Assigned task »
Return the data below unaltered, but strip out the pictures.

[Task material — start]

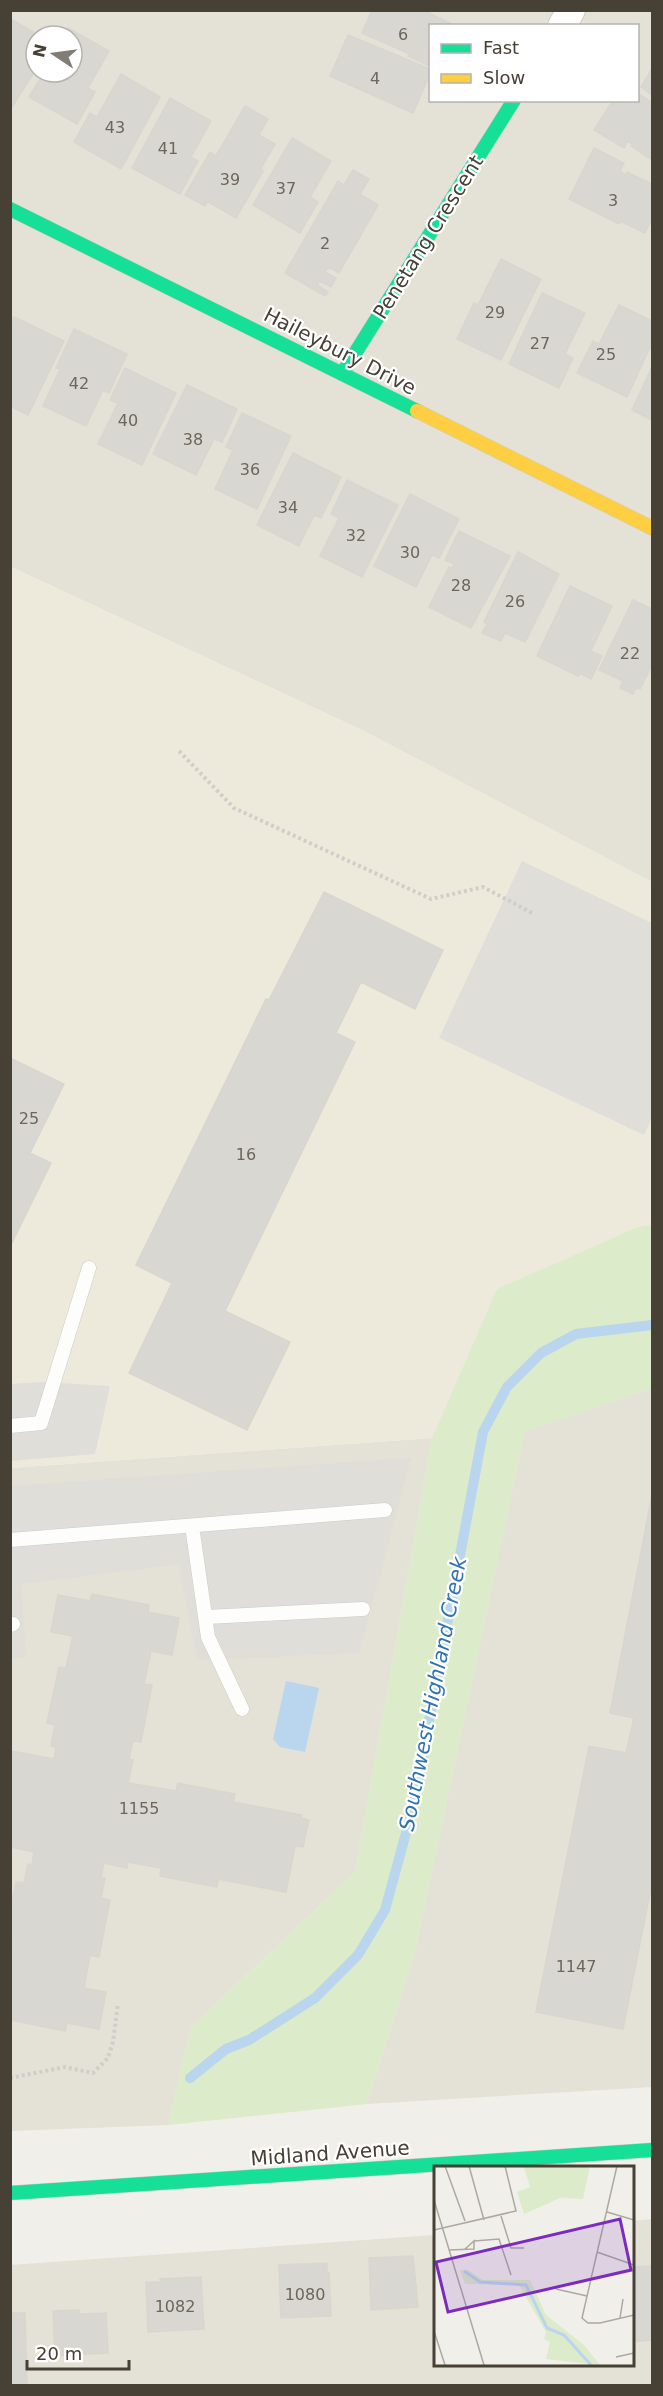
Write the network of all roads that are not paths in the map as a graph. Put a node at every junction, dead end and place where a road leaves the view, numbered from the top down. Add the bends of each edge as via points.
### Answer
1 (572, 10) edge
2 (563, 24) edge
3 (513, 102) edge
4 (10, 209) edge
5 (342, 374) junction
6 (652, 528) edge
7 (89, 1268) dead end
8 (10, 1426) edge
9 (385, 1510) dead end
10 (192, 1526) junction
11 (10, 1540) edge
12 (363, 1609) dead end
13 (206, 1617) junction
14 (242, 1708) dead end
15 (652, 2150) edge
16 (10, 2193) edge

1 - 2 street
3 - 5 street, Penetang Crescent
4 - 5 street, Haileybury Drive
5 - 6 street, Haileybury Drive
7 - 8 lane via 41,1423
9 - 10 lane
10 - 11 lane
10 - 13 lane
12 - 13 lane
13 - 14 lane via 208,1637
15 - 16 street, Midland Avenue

[Task material — finish]

Your solution »
Write the network of all roads that are not paths in the map as a graph. Put a node at every junction, dead end and place where a road leaves the view, numbered from the top down. Add the bends of each edge as via points.
### Answer
1 (572, 10) edge
2 (563, 24) edge
3 (513, 102) edge
4 (10, 209) edge
5 (342, 374) junction
6 (652, 528) edge
7 (89, 1268) dead end
8 (10, 1426) edge
9 (385, 1510) dead end
10 (192, 1526) junction
11 (10, 1540) edge
12 (363, 1609) dead end
13 (206, 1617) junction
14 (242, 1708) dead end
15 (652, 2150) edge
16 (10, 2193) edge

1 - 2 street
3 - 5 street, Penetang Crescent
4 - 5 street, Haileybury Drive
5 - 6 street, Haileybury Drive
7 - 8 lane via 41,1423
9 - 10 lane
10 - 11 lane
10 - 13 lane
12 - 13 lane
13 - 14 lane via 208,1637
15 - 16 street, Midland Avenue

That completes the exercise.